Pepera the demo uses preshifting. The blitter is still substantially faster there. Even using preshifting you can't beat the blitter for a true masking sprite. As for code gen, well are we sure there is not cheating going on there?

How much cheating would I be allowed to do?
Could I
1) limit the window size and clear all bobs in one pass?
2) copy and not mask the first sprite?
3) inline every function call?
4) precalculate all the coordinate tranforms?
5) align all the sprite data on a 64 kb boundary to save setting the high word of the source address?

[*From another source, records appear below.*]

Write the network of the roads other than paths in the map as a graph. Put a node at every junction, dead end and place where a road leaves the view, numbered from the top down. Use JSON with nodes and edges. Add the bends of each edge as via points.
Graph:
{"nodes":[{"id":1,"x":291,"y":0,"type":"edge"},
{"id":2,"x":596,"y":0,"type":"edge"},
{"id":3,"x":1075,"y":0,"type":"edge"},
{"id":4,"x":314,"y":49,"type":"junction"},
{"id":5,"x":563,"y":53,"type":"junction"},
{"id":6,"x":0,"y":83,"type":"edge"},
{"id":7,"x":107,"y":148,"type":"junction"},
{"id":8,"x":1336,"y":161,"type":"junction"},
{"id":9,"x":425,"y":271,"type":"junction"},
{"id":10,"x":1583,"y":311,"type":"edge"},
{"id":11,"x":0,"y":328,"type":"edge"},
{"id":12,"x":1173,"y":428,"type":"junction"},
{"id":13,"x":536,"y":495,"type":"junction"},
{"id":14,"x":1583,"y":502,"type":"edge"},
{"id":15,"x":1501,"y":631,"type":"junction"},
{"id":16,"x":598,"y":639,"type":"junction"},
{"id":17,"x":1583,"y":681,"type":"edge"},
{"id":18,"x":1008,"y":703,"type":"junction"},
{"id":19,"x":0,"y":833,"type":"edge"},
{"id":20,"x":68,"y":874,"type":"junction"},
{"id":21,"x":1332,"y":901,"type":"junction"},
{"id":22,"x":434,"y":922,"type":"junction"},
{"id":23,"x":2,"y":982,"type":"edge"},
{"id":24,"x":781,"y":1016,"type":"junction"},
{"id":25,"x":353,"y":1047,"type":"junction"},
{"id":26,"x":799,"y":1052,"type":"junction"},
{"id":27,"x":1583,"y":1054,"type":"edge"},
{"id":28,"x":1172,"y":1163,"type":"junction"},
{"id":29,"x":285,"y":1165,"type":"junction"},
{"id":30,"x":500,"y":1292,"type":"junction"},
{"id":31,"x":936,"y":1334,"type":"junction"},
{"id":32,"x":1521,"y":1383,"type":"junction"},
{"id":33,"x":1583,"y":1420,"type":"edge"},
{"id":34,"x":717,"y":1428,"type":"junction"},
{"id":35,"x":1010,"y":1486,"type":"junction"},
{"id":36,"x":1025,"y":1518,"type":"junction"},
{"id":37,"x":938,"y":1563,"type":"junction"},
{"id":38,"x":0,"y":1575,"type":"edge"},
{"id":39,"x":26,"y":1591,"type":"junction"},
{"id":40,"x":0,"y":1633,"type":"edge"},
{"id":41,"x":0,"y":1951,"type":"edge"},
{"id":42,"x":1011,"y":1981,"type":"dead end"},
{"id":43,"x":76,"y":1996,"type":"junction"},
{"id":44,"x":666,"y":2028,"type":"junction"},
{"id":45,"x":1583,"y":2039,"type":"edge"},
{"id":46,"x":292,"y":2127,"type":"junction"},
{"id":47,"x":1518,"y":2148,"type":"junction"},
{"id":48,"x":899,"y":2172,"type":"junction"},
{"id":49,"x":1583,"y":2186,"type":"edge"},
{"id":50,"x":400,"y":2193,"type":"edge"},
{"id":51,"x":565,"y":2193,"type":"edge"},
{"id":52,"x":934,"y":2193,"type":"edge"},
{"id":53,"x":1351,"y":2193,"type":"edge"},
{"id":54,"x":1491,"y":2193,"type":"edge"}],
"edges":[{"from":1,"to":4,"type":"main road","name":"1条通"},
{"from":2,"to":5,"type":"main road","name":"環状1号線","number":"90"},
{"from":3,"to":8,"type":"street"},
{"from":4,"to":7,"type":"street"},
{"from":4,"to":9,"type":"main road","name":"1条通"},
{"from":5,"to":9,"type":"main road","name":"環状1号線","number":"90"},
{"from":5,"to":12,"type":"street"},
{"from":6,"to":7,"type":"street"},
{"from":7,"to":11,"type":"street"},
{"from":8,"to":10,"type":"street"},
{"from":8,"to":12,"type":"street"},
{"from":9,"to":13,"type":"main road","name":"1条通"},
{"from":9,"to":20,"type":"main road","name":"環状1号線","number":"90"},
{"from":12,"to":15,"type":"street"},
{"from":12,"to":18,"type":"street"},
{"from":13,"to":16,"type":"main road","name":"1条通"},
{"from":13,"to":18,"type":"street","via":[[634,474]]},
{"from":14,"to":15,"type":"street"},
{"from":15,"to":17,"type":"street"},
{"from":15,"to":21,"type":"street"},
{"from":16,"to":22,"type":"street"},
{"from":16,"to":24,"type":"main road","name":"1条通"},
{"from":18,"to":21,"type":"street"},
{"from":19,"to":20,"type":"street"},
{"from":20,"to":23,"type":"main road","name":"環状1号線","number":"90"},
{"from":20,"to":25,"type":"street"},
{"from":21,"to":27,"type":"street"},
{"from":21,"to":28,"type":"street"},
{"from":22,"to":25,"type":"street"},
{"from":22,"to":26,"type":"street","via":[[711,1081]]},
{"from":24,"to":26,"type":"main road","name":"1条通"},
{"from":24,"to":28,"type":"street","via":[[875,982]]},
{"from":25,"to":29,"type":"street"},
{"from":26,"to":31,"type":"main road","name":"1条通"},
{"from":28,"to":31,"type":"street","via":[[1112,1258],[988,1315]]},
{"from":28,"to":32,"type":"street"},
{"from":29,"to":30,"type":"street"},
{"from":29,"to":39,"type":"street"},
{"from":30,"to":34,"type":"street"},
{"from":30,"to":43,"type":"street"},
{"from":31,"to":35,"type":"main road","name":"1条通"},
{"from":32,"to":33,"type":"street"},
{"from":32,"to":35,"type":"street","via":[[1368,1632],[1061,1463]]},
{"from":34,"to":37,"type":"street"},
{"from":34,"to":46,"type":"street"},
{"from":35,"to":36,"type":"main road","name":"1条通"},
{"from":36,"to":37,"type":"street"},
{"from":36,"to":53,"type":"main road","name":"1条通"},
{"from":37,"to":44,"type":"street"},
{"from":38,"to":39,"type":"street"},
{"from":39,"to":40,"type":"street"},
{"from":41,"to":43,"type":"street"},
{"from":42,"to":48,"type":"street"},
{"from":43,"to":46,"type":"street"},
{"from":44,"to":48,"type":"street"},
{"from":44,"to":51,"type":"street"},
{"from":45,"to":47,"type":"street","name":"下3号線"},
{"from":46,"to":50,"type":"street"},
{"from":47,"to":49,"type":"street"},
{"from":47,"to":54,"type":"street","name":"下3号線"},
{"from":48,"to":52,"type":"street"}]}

I've got an older version with 2 and 3 done.. It does 31 bobs a frame but the code is a mess. I've calculated the max throughput for that size of sprite is 35 bobs a frame excluding bus arbitration. Here are the figures for a 3 plane 32*32 sprite excluding bus arbitration.
Source data is 3 words wide 3 planes deep and 32 lines high.
That's 3 columns wide
r/m/w | r/m/w | m/r
3 + 3 + 2 = 8 bus cycles per plane per line for mask.
3 + 3 + 2 = 8 bus cycles per plane per line for sprite data
16 in total for masking
* 3 planes = 16 * 3 cycles per line = 48 bus cycles
* 32 high = 1,536 bus cycles per bob
clear is
3 words wide per plane * 32
w / w / w * 3 * 32 = 288 bus cycles per bob
3 columns * 3 planes * 32 lines
so excluding set up time we have a total cost of
288 + 1536 = 1,824 bus cycles
There are 40 thousand bus cycles per frame
160,000 / 4 = CPU -> bus cycles
40,000 / 1,824 = 21.9 bobs a frame